Answered by Amanboss1
5
1.Education
Only 14 percent of the variation in a child’s performance can be attributed to school quality, according to Donald Hirsch, advisor to the Joseph Rowntree Foundation. This means that a child’s background has a significant effect on their performance in school. Children who come from low-income families are far less likely to perform well in school. According to Department for Education statistics, by the end of primary school, pupils in need of free school meals are estimated to be almost three terms behind their more affluent peers.
Child Development
Children living in poverty are more likely to learn poor health behaviors and are more susceptible to mental illness as they grow older. Children living in constant poverty also show the worst cognitive development, compared to children from higher socio-economic backgrounds. Children who are poor are often unable to participate in social, leisure and celebratory activities, which can negatively impact their self-esteem and friendships. They may feel less able to take advantage of learning opportunities in school, which can eventually hurt their future employment prospects.
Crime
The Edinburgh Study of Youth Transitions and Crime found that poverty had a significant and direct effect on young people’s likelihood to engage in violence at age 15. Young people living in a family where the head of the household was unemployed were also more likely to participate in criminal behavior.Even poor individuals with “low risk” backgrounds were more likely to engage in violence. This means that for certain types of young people, living in a poor household increases their risk of engaging in violence beyond what one would expect.
Low Social Mobility
Children born into poverty are also more likely to grow up to be poor. For example, poor teenagers in Britain in the 1970s are twice as likely to be poor as adults, while poor teenagers in the 1980s are four times as likely to remain poor.When parents cannot find stable work, they are unable to provide their children with necessary attention and resources. This ultimately makes it more difficult for them to build a better life for their children in the future.
Extra Social Spending
When adults are unable to meet their full potential in society, they contribute less productively to the economy. They often receive payment benefits and reduced tax revenues, which necessitates extra social spending.The Joseph Rowntree Foundation estimates that child poverty costs the United Kingdom at least £25 billion a year. This includes £12 billion a year on public spending on services that alleviate the immediate effects of poverty. The remaining £13 billion accounts for the annual costs of below average employment rates.
Answered by Anonymous
1
Poverty opens that section of society to manipulation by the powerful - that’s the main side effect but it’s a vague concept to prove so I’ll give some examples covering housing, food and employment and how poverty allows manipulation of these areas.

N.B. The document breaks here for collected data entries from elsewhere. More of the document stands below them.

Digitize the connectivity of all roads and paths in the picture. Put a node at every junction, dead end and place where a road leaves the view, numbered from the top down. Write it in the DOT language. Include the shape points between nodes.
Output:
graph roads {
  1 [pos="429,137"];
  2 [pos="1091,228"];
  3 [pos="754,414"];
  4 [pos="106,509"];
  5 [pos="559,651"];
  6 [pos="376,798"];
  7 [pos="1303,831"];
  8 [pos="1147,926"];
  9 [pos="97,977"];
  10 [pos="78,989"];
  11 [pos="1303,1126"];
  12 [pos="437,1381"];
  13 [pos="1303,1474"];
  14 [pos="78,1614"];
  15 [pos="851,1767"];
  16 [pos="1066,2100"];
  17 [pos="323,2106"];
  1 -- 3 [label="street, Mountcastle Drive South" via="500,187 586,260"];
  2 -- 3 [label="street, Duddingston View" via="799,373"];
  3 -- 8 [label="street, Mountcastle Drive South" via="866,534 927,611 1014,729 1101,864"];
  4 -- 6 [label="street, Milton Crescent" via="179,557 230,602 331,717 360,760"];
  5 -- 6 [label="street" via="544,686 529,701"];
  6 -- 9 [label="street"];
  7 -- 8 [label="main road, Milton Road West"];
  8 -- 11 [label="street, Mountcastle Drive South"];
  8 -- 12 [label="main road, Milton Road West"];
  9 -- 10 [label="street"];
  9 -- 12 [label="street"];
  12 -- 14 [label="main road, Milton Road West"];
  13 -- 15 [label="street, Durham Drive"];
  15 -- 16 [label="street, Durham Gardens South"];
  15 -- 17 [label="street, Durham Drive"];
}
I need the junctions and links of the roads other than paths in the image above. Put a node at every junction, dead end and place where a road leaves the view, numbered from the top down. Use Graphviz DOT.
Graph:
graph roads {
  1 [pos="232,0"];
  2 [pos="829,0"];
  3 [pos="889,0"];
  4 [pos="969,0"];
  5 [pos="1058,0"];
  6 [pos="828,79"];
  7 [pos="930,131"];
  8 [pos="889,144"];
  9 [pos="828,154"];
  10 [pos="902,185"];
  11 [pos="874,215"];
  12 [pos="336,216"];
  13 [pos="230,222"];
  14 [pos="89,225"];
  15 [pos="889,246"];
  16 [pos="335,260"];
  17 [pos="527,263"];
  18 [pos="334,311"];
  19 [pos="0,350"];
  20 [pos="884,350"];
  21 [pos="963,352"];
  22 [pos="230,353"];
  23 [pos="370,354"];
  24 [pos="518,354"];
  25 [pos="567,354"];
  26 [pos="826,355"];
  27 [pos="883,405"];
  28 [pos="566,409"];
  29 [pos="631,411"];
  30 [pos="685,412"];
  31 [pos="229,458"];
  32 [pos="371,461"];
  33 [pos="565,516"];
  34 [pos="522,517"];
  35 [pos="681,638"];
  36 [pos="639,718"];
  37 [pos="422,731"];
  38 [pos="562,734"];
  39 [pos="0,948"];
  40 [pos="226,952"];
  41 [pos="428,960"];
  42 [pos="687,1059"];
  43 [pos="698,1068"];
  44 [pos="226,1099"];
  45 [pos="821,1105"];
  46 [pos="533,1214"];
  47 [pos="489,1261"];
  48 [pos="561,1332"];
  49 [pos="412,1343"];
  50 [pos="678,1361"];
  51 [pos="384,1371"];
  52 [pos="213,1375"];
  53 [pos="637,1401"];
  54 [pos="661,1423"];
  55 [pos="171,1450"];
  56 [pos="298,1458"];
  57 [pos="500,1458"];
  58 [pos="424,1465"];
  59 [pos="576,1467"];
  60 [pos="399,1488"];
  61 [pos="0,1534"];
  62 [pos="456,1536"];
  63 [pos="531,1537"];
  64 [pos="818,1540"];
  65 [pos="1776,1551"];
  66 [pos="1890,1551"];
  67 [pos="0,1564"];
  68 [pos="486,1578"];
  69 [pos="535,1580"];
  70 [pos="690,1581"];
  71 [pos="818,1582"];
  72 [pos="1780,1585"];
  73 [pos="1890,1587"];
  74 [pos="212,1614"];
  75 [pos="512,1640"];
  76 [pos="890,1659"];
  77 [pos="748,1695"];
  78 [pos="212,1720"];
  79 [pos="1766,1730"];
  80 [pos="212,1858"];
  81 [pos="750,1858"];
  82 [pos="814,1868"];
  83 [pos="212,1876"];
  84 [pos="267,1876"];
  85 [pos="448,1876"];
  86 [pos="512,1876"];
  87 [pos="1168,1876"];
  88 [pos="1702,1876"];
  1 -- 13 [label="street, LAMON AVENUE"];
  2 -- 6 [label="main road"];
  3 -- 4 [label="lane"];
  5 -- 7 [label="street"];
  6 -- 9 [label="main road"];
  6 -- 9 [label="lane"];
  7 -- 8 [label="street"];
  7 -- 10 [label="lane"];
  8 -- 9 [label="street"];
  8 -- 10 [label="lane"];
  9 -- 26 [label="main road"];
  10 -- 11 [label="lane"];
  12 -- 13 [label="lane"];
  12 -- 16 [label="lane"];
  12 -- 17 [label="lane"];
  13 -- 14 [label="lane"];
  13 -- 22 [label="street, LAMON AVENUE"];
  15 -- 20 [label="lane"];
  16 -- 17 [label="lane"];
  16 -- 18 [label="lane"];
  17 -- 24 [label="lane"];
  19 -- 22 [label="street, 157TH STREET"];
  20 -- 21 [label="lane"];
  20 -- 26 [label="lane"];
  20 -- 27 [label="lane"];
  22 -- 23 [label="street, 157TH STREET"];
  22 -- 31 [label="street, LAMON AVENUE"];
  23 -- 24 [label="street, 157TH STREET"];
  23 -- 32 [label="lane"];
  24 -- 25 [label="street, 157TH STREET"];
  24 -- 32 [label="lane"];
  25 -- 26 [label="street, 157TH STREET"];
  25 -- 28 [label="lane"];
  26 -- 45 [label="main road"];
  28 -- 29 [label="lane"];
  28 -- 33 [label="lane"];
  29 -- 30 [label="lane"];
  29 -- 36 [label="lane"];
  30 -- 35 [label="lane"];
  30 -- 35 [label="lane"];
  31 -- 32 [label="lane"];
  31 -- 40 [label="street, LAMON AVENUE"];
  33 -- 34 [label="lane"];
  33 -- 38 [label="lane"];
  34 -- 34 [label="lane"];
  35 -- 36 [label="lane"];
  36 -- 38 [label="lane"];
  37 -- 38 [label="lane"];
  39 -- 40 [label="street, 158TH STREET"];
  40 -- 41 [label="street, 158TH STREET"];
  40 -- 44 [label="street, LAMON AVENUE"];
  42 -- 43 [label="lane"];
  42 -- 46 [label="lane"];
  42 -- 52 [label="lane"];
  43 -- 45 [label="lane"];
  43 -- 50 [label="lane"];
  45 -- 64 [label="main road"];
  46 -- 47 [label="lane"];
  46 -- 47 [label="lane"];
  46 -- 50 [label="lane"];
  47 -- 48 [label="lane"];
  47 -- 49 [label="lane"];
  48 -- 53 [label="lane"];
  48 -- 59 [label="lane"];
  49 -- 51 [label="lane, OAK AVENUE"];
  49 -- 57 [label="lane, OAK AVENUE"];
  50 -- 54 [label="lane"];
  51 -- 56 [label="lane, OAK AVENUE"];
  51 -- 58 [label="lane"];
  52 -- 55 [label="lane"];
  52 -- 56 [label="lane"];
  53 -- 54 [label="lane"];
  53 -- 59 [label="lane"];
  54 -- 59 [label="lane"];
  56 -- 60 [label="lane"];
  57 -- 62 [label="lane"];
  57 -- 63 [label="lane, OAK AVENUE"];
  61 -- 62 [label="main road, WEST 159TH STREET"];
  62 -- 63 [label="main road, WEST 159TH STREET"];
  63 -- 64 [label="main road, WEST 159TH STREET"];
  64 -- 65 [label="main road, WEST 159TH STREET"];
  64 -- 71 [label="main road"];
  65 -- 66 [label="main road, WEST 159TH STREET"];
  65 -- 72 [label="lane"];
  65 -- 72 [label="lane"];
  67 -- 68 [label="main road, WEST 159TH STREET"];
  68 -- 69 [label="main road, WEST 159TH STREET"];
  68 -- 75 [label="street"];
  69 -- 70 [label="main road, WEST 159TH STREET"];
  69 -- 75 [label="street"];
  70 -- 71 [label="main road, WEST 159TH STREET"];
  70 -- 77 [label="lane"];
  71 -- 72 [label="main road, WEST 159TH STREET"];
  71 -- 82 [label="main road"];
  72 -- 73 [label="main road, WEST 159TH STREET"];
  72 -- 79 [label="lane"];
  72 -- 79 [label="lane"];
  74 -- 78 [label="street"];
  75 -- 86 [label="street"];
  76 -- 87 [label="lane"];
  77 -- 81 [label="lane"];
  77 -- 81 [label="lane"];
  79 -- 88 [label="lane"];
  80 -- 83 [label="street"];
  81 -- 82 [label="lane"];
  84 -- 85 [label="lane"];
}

Due to environmental and technological factors society is constantly in flux. Governments must manage the change and because they lack the resources to adapt, poor people give way to the government. In Saruwak, Malaysia, the government moved thousands of people out of their ancestral homes to make way for a hydro scheme without prompt compensation. This has benefited the rest of the state though.

Poverty removes the poor from being able to reach the ruling class. Without this immediate physical danger, the ruling class tends to become complacent. Hence the new russians who have moved away from the idea of a suburb and back to the idea of a castle - they live in gated villages, separated from poverty.

People who wake up wondering where their next meal is coming from will:

vote for anyonewho feeds them voting is meaningless, but at least they got lunch allow themselves to be moved around in the name of a “flexible” labour market. In South Africa this translates into a loss of identity for the youth and higher levels of crime associated. It’s such a major issue that the UN opened the ILO specifically to try and formalise migrant labour worldwide. The migrant labour system in South Africa was much more than a side effect of poverty. Migrant labour resulted from poverty induced as a planned strategy by the British colonial government and continued by the Afrikaaner Nationalists. South Africa has a lot of private security these days, partly as a result of 100+ years of deliberately-induced poverty.